Her eyes sparkle like a lost mist of pale brown flourishing into the wind, her single free fluffy hair blowing into the breeze and landing across her face, this is an image to remember for the rest of my days, her scent following me everywhere I go with her image inside my head. Frozen alike a cloud with a scented breeze.

Her warm but sometimes cold body is a field of cuddly heaven and adventure, although I am unable to visit due to fear. The fear of losing her as a friend, my only true friend. Sometimes I wonder what she thinks of me. I get the feeling that sometimes she gets annoyed of me, or even doesn't like me in the same way I like her.

School the day after meeting her, this science teacher is babbling on at the front of a doodling class of mid range apes ready to be shot. She looks at me alike I'm actually listening to all of this gibberish. Actually... no, I'm in pure heaven of domestic bliss, surfing the clouds into a wonderful world of pure delight.

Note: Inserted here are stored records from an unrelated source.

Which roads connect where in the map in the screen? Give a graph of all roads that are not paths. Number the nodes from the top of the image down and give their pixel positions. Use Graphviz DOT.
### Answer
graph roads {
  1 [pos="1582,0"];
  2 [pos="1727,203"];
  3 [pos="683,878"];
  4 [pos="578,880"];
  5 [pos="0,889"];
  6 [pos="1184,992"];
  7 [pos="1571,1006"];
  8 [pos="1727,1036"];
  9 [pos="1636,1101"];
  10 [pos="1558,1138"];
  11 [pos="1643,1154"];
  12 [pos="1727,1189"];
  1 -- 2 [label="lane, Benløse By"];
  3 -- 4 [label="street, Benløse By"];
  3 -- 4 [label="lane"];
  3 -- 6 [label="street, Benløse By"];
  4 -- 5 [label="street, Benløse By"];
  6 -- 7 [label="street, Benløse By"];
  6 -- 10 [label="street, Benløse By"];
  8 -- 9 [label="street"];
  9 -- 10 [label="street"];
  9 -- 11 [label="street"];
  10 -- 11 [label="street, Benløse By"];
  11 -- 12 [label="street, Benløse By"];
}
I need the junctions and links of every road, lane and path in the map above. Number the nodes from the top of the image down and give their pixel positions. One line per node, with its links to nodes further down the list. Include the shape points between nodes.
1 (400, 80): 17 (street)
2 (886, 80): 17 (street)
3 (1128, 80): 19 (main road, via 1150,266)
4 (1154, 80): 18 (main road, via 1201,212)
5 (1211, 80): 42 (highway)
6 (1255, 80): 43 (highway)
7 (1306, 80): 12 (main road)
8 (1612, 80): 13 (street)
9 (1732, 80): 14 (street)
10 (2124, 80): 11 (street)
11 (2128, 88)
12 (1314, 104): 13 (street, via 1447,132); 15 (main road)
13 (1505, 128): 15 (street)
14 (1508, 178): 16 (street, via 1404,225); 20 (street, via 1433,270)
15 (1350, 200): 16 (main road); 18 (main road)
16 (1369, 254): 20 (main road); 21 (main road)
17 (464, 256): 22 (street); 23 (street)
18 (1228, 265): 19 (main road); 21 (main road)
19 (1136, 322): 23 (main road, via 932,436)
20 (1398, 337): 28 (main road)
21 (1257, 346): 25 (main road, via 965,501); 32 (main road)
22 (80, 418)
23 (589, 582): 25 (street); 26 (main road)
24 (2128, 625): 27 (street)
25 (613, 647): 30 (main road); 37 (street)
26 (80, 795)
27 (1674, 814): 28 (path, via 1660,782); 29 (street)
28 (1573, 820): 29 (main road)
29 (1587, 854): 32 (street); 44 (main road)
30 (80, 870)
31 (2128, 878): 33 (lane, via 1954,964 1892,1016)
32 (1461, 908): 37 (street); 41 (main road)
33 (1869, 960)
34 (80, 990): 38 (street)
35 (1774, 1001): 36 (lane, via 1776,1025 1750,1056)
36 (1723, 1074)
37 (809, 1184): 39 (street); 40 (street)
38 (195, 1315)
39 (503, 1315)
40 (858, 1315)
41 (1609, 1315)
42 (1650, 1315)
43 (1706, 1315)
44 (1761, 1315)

Then sinking swiftly into a mild depression... 'what must she think of me?'. Ferociously swimming around as a shark in my head eating away at my thoughts until only one is left.

(School bell rings) 'Saved by the bell'. Me and the 22 hunchback banana crunchers left the room as soon as possible to go and get ourselves some well earned food. Although something didn't feel right in the depths of my stomach. I prevailed and went along to collect my chicken burger of the day. So as the day went on I found myself to be learning absolutely nothing, just sitting in a lesson alike an empty shell on the beach. But something was there in replacement… she was. And that day turned into a week.

(Friday, Last 10 minutes of school) My heart started to pump along like a gorilla banging its hands across a flush surface as a massive adrenaline spike ran throughout my body. This is because I know I'm going to see her tomorrow. And that drives me insane as it is the only little excitement going on in my life so far. She is unlike other girls, she is amazing. Not Soon later on my small journey home I found that the weather had taken positive turn for the best, the sun came out and the birds started singing. For a brief moment I was wishing that I was going to wake up with her and this whole week had been a dream. Disappointment and stress kicked in as I walked in through my front door.

My life is somewhat complicated, it's just me and my mum at home… although most of the time I feel it's just me and a pile load of jobs to do. And this put my life into prospective before my very eyes as other people have so much and yet I have so little in so many ways. The thought of the next day picked me up and on that night I went to bed as soon as I could, to await…

Saturday, finally! I woke up without even needing my alarm clock I was simply just exited I looked at the time, four hours to go until we meet and we don't even know what we will be doing when we do meet, but hey I suppose Weill find something. I slowly got up and got ready, accidently forgetting my breakfast. I waited for three whole hours before leaving to meet her. "this is it" I said to myself "the moment I have been looking forward to all week" I pictured her face in my head knowing that she would make me smile inevitably. I left.